¿Me censura usted, señor Holmes?

—No le censuro porque lo sintiera. Le censuraría si lo expresó, puesto que esa señorita estaba en cierto sentido bajo su protección.

—Bueno, quizá sea así —dijo el millonario, aunque por un momento el reproche había vuelto a hacer surgir en sus ojos el viejo fulgor colérico—. No pretendo ser mejor de lo que soy. Supongo que toda la vida he sido un hombre que echaba mano a lo que quería, y nunca he querido más que el amor y la posesión de esa mujer. Así se lo dije.

—Ah, ¿se lo dijo?

Holmes podía parecer temible cuando se emocionaba.

—Le dije que si pudiera casarme con ella lo haría, pero que eso no estaba a mi alcance. Le dije que el dinero no me importaba y que se haría todo lo que pudiera hacer para que ella estuviera feliz y a gusto.

—Muy generoso, por supuesto —dijo Holmes, con una mueca burlona.

—Mire usted, señor Holmes. Vine a verle por una cuestión de pruebas, no de moral. No le pido su crítica.

—Sólo en atención a esa señorita es por lo que cojo su caso —dijo Holmes severamente—. No sé de nada de lo que se la acusa que sea realmente peor que lo que usted mismo ha confesado: que ha tratado de echar a perder a una chica indefensa que estaba bajo su techo. A algunos de ustedes, los ricos, habría que enseñarles que no se puede sobornar a todo el mundo para que perdonen sus excesos.

Para mi sorpresa, el Rey del Oro recibió el reproche con ecuanimidad.

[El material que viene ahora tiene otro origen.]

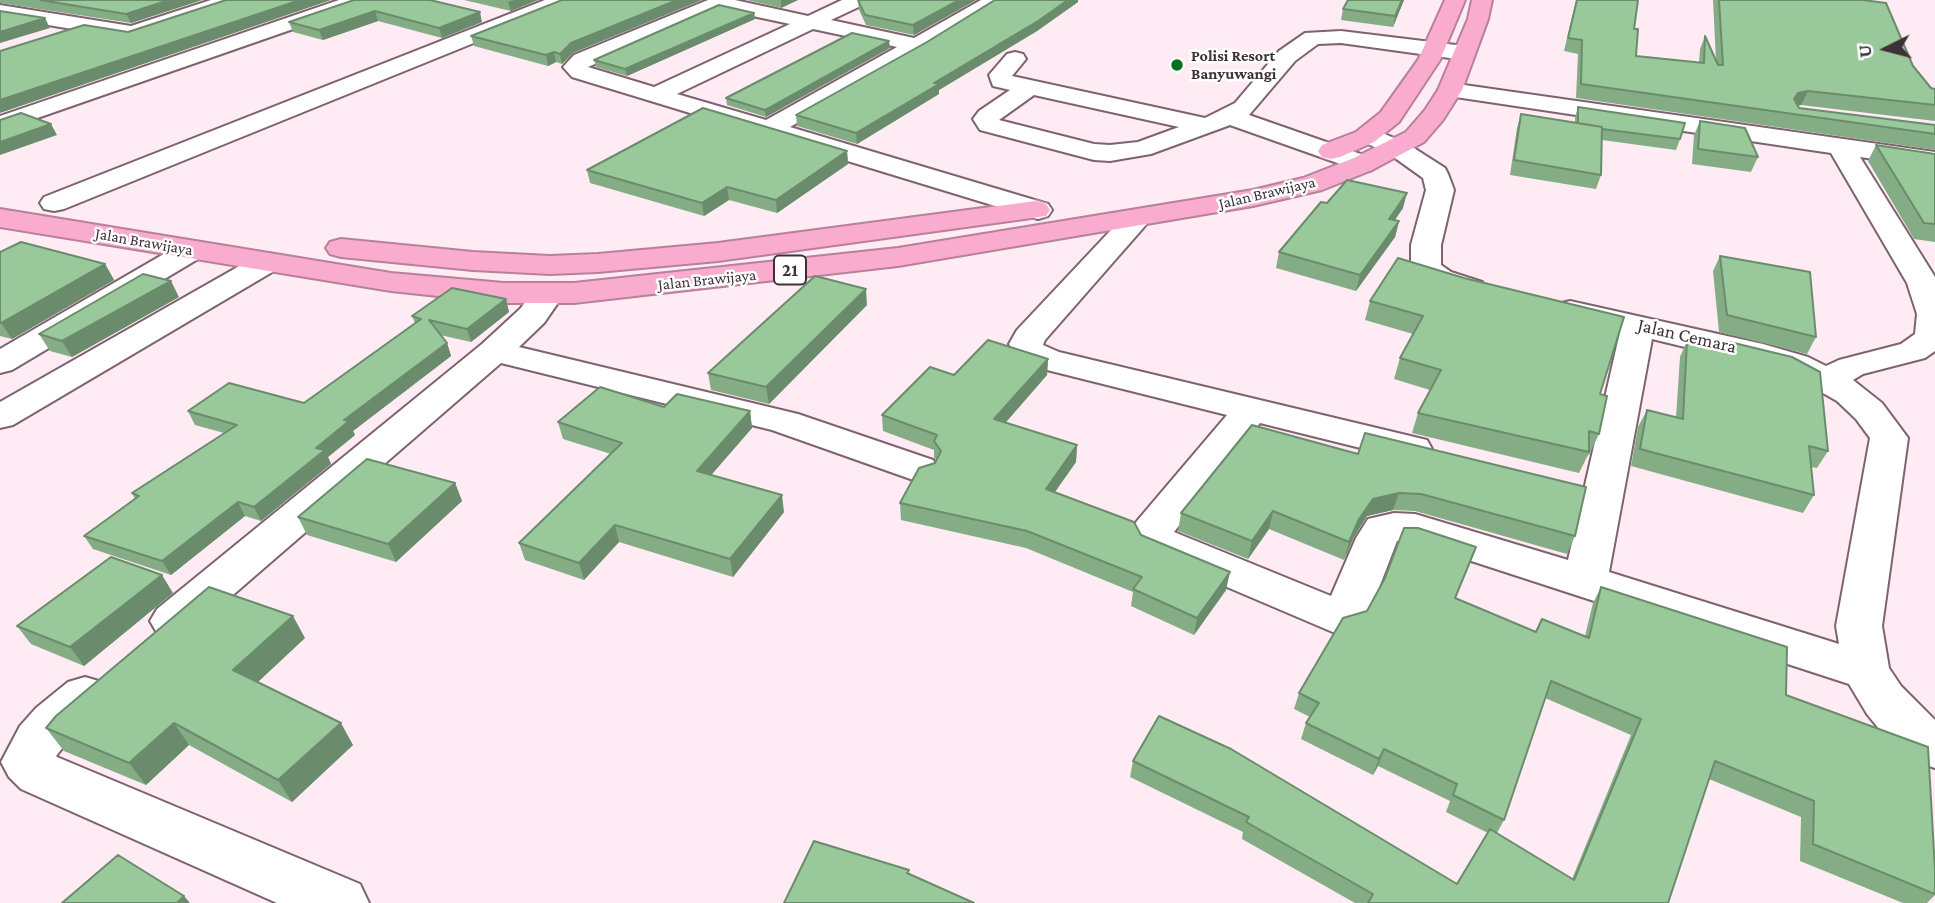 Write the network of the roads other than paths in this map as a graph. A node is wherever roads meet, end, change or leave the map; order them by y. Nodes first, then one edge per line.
1 (232, 0) edge
2 (358, 0) edge
3 (563, 0) edge
4 (858, 0) edge
5 (995, 0) edge
6 (1455, 0) edge
7 (1482, 0) edge
8 (722, 1) edge
9 (90, 4) edge
10 (0, 10) edge
11 (477, 12) edge
12 (512, 20) junction
13 (810, 23) junction
14 (47, 28) junction
15 (918, 45) junction
16 (1434, 49) junction
17 (1015, 59) dead end
18 (1456, 73) junction
19 (1020, 94) junction
20 (656, 95) junction
21 (1700, 103) edge
22 (1230, 117) junction
23 (0, 124) edge
24 (1205, 125) junction
25 (769, 129) junction
26 (1167, 142) junction
27 (1840, 146) junction
28 (1376, 149) junction
29 (1331, 152) junction
30 (1935, 160) edge
31 (0, 194) edge
32 (54, 203) junction
33 (1038, 209) junction
34 (0, 218) edge
35 (1137, 219) junction
36 (192, 250) junction
37 (268, 262) junction
38 (548, 294) junction
39 (1506, 297) edge
40 (1542, 305) edge
41 (1637, 324) junction
42 (494, 351) junction
43 (0, 363) edge
44 (1826, 380) junction
45 (1251, 410) junction
46 (0, 417) edge
47 (1440, 456) edge
48 (919, 469) edge
49 (1585, 581) junction
50 (1866, 671) junction
51 (1935, 747) edge
52 (340, 903) edge

1 - 14 street
2 - 23 street
3 - 12 street
4 - 13 street
5 - 15 street
6 - 16 highway, Jalan Brawijaya / 21
7 - 18 highway, Jalan Brawijaya / 21
8 - 13 street
8 - 20 street
9 - 14 street
10 - 14 street
11 - 12 street
12 - 32 street
13 - 15 street
13 - 20 street
15 - 25 street
16 - 18 street
16 - 22 street
16 - 28 highway, Jalan Brawijaya / 21
17 - 19 street
18 - 21 street
18 - 27 street
18 - 28 highway, Jalan Brawijaya / 21
19 - 24 street
19 - 26 street
19 - 26 street
20 - 25 street
22 - 24 street
22 - 29 street
24 - 26 street
25 - 33 street
27 - 30 street
27 - 44 street
28 - 29 highway, Jalan Brawijaya / 21
28 - 35 highway, Jalan Brawijaya / 21
28 - 39 street
29 - 33 highway, Jalan Brawijaya / 21
31 - 32 highway, Jalan Brawijaya / 21
32 - 33 highway, Jalan Brawijaya / 21
34 - 36 highway, Jalan Brawijaya / 21
35 - 38 highway, Jalan Brawijaya / 21
35 - 45 street
36 - 37 highway, Jalan Brawijaya / 21
36 - 43 street
37 - 38 highway, Jalan Brawijaya / 21
37 - 46 street
38 - 42 street
40 - 41 street, Jalan Cemara
41 - 44 street, Jalan Cemara
41 - 49 street
42 - 48 street
42 - 52 street
44 - 50 street, Jalan Cemara
45 - 47 street
45 - 49 street
49 - 50 street
50 - 51 street, Jalan Cemara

—Eso es lo que yo mismo pienso ahora. Gracias a Dios que mis planes no salieron como yo pretendía. Ella no quiso aceptar nada de eso, y quiso dejar la casa al momento.

—¿Por qué no lo hizo?

—Bueno, en primer lugar, otras personas dependían de ella, y no era fácil para ella echarlas a todas al sacrificar su modo de ganarse la vida. Cuando juré, como hice, que no la volvería a molestar, consintió en quedarse. Pero había otra razón. Ella conocía la influencia que tenía sobre mí, y que ésta era más fuerte que ninguna otra en el mundo. Ella quería usarla para bien.

—¿Cómo?

—Bueno, sabía algo de mis negocios. Son muy grandes, señor Holmes, más de lo que creería cualquier persona normal. Puedo elevar o destruir, y suele ocurrir que destruya. No sólo individuos. Eran comunidades, ciudades, incluso naciones. El negocio es un juego duro, y los débiles acaban contra la pared. Jugué el juego por todo lo que valía. Nunca chillé y nunca me importó que el otro chillara. Pero ella lo veía de otro modo. Creo que tenía razón. Creía y decía que una fortuna para un solo hombre, siendo más de lo que necesitaba, no debería construirse sobre diez mil hombres arruinados que quedaban sin medios de vida. Así es como lo veía, y creo que era capaz de ver más allá de los dólares, algo más duradero. Se dio cuenta de que yo hacía caso de lo que decía, y creyó que serviría al mundo influyendo en mis acciones. Así se quedó..., y entonces ocurrió esto.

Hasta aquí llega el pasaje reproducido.